If you think that is a worthwhile enterprise, I will once again mention our need for financial support. Use the QR code below or this link to help us out. We will truly appreciate it.

Jim Schwab

Not Too Mulch to Ask

It was a simple ask. Our Chicago First Ward Alderman, Daniel La Spata, included a notice in his e-newsletter about a Saturday morning outing, organizing at his ward office on Milwaukee Avenue, for volunteers to join Openlands Chicago tree keepers to help place mulch around street trees nearby on Armitage and Milwaukee Avenues, and just, well, clean up a bit.

I admit to being an easy sell on urban trees. There is a beautiful century-old American elm in our backyard. Nearly fifteen years ago, I led an American Planning Association project, funded by the U.S. Forest Service, that resulted in a report called Planning the Urban Forest. It’s not that I believe the right trees in the right places improve the livability of our neighborhoods; I know it because of extensive research over many years that I have digested from numerous sources that prove it.
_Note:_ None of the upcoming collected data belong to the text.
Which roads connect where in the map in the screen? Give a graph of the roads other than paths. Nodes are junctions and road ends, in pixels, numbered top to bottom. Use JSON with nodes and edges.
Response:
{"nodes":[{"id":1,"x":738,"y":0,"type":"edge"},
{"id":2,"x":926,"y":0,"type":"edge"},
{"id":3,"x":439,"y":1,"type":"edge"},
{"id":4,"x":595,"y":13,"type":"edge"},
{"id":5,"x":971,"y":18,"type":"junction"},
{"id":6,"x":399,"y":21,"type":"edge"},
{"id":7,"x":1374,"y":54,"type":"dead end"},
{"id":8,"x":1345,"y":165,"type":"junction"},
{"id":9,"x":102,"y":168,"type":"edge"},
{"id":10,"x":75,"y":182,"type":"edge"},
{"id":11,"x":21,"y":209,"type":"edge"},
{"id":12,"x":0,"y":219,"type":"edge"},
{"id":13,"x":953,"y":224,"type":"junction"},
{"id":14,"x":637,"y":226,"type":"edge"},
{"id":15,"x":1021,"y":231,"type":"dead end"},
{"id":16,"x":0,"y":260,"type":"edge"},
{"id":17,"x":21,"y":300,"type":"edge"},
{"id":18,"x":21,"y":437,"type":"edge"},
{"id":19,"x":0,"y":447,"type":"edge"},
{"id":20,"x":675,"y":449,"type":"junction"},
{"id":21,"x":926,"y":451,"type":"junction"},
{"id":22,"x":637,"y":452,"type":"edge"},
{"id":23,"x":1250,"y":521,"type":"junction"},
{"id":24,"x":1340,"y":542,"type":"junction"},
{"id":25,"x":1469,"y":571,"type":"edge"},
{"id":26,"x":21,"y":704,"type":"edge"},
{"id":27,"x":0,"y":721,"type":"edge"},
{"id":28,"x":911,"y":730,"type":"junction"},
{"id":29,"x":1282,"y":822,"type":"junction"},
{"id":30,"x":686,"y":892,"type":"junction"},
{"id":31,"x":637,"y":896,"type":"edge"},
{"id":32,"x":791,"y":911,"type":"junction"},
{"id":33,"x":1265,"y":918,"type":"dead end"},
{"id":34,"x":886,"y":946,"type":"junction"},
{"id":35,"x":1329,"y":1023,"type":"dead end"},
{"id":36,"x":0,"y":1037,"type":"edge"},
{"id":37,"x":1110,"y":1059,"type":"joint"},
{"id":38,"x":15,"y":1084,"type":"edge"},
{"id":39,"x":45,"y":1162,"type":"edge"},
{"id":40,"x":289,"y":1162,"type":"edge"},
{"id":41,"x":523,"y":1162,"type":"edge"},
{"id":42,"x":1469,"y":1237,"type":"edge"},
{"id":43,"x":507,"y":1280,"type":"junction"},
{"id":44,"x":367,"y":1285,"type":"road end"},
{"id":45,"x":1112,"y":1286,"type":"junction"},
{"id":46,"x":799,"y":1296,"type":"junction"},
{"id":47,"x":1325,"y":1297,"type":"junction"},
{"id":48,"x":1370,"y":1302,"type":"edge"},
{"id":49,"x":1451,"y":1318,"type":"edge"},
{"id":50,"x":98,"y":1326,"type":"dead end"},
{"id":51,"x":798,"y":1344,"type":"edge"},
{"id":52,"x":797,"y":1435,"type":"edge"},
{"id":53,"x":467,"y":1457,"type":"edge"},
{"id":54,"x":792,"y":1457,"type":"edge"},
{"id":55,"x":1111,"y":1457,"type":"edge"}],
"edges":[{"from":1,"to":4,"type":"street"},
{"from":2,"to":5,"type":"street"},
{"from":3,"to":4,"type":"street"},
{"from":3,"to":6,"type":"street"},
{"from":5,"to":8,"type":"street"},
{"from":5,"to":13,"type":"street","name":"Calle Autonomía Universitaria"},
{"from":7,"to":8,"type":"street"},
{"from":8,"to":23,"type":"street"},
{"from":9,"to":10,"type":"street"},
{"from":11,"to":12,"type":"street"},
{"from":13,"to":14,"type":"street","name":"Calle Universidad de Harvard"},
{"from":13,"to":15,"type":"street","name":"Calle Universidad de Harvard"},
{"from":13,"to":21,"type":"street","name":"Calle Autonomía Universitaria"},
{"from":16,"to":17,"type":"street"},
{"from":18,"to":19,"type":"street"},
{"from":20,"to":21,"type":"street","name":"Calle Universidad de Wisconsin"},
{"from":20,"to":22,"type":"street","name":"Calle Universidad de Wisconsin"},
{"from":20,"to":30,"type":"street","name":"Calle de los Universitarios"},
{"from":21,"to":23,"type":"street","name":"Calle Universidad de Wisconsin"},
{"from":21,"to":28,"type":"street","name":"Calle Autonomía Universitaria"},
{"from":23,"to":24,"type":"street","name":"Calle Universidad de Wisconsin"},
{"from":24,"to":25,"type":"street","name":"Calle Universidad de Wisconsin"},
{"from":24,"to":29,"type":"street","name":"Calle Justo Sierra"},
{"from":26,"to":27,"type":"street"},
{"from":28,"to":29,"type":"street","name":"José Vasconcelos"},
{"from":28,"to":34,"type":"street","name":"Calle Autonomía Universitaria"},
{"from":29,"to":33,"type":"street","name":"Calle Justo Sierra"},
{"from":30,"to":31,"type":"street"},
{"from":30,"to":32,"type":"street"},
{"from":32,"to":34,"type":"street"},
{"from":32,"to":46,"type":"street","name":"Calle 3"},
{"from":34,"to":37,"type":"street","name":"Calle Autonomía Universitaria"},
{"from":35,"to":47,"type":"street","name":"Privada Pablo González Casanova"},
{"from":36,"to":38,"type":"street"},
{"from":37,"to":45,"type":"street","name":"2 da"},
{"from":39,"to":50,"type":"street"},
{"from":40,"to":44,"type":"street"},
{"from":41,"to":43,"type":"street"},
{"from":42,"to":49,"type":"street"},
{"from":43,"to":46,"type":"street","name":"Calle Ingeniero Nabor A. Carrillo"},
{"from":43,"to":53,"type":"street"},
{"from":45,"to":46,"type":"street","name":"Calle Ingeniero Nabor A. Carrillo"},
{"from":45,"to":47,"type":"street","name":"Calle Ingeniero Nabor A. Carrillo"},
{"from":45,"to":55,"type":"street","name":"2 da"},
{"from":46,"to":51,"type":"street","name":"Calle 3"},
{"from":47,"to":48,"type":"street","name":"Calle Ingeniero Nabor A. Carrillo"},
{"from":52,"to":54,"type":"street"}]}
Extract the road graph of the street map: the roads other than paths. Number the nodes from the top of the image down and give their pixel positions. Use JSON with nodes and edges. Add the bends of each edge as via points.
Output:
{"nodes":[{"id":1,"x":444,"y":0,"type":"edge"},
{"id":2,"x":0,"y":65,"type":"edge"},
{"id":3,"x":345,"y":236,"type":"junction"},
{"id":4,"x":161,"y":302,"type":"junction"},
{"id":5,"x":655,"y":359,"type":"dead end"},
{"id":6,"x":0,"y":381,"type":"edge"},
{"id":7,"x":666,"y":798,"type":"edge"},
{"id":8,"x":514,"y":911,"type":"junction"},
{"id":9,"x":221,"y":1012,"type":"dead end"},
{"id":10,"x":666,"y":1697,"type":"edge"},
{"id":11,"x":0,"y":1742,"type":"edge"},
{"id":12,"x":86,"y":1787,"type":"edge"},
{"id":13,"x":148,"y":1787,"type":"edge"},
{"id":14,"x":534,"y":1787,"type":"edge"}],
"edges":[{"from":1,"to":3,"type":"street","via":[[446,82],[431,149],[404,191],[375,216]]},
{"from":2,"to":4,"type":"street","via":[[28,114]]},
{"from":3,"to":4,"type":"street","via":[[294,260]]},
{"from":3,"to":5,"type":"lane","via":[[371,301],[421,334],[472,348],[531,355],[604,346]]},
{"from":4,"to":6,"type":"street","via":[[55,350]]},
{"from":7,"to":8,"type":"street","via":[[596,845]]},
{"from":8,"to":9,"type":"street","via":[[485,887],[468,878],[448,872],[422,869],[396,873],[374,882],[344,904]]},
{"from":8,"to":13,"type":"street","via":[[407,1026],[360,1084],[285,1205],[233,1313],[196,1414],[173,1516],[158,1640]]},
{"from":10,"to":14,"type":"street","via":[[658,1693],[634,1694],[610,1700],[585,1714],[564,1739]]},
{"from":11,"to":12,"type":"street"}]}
I have written about it in published articles.

Volunteers in front of Ald. La Spata’s office, Saturday, July 29, 2023. All photos provided by Huan Song of Openlands.

So, once in a while, I try to put my muscle and time where my mouth is and just get out and do the real thing. All I had to do was register online so that Openlands knew how many people would participate. Besides, working to improve the survivability of real trees in a street-side environment is always an opportunity to learn something. Add my proclivity as a compulsive extrovert, loving the chance to meet and talk to new people, and I was sold. La Spata seemed pleasantly surprised when I showed up just before 9 a.m., but he shouldn’t have been. This is fun stuff for me.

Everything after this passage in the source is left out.